# [VBA Excel] Asci-Code in Zeichen umwandeln



## MAN (12. August 2004)

Hallo,

wie kann ich einen Ascii-Code in ein Zeichen in VBA umwandeln?

Hierfür gibt es ja in VB den guten alten Chr$()-Befehl. Wenn ich VB auf meinem Rechner installiert habe, gibt es das auch in VBA und funktioniert auch.

Wenn ich das Excel-Makro aber auf nem anderen Rechner ausführe (wo kein VB drauf installiert ist), dann bringt er mir die Fehlermeldung, dass er den Befehl nicht kennt!

Gibt es einen alternativ-Befehl dafür, der VBA-konform ist?


mfG,
MAN


----------



## DrSoong (12. August 2004)

Also, prinzipiell ist *Chr()* (oder auch Chr$()) nicht von VB abhängig, sondern auch eine VBA-Funktion. Es ist egal, ob auf dem entsprechenden PC VB installiert ist oder nicht. Vielleicht gibts in deinem Makro einen Fehler, den du übersehen hast?


Der Doc!


----------



## MAN (12. August 2004)

Definitiv nicht, da er direkt die Funktion "Chr" (bzw. "Chr$") markiert und sagt, dass es den Befehl nicht gibt.

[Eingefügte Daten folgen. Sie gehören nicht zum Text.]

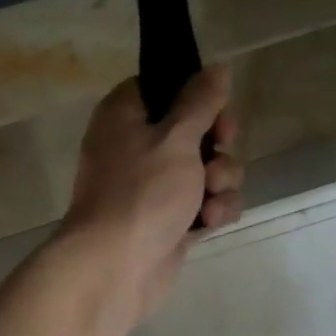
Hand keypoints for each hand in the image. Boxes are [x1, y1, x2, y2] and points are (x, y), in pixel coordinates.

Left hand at [57, 66, 244, 325]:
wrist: (115, 268)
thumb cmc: (142, 192)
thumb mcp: (176, 138)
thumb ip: (201, 101)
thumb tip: (218, 67)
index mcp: (126, 115)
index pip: (166, 87)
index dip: (197, 96)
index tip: (216, 110)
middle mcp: (137, 145)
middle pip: (196, 128)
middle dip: (218, 146)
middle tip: (215, 158)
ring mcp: (153, 184)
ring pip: (207, 167)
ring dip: (220, 181)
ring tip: (209, 198)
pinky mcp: (170, 217)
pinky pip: (205, 202)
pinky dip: (213, 210)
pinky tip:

Ich hatte dann versucht auf dem anderen Rechner durch die Zeichen "Chr" + "Klammer auf" zu gucken, ob diese Funktion überhaupt vorhanden ist und der VBA-Makro-Editor den Syntax des Befehls anzeigt - negativ!

Ich hatte mich zwar auch gewundert... mal morgen nochmal gucken, ob es bei diesem anderen PC durch "VBA.Chr$()" funktioniert, diese Möglichkeit würde es ja auch noch geben.

Wer vorzeitig schon eine bessere Lösung oder *die* Lösung hat, wäre ich natürlich ebenfalls sehr dankbar 


mfG,
MAN


----------



## DrSoong (12. August 2004)

Poste doch mal den Code oder stell die Datei ihn hier online, vielleicht kann ich mir dann mehr darunter vorstellen bzw. das ganze testen.


Der Doc!


----------



## MAN (12. August 2004)

Okay, könnt ich aber erst morgen früh machen, bin grad zu hause und die arbeit ist "weit weit weg" 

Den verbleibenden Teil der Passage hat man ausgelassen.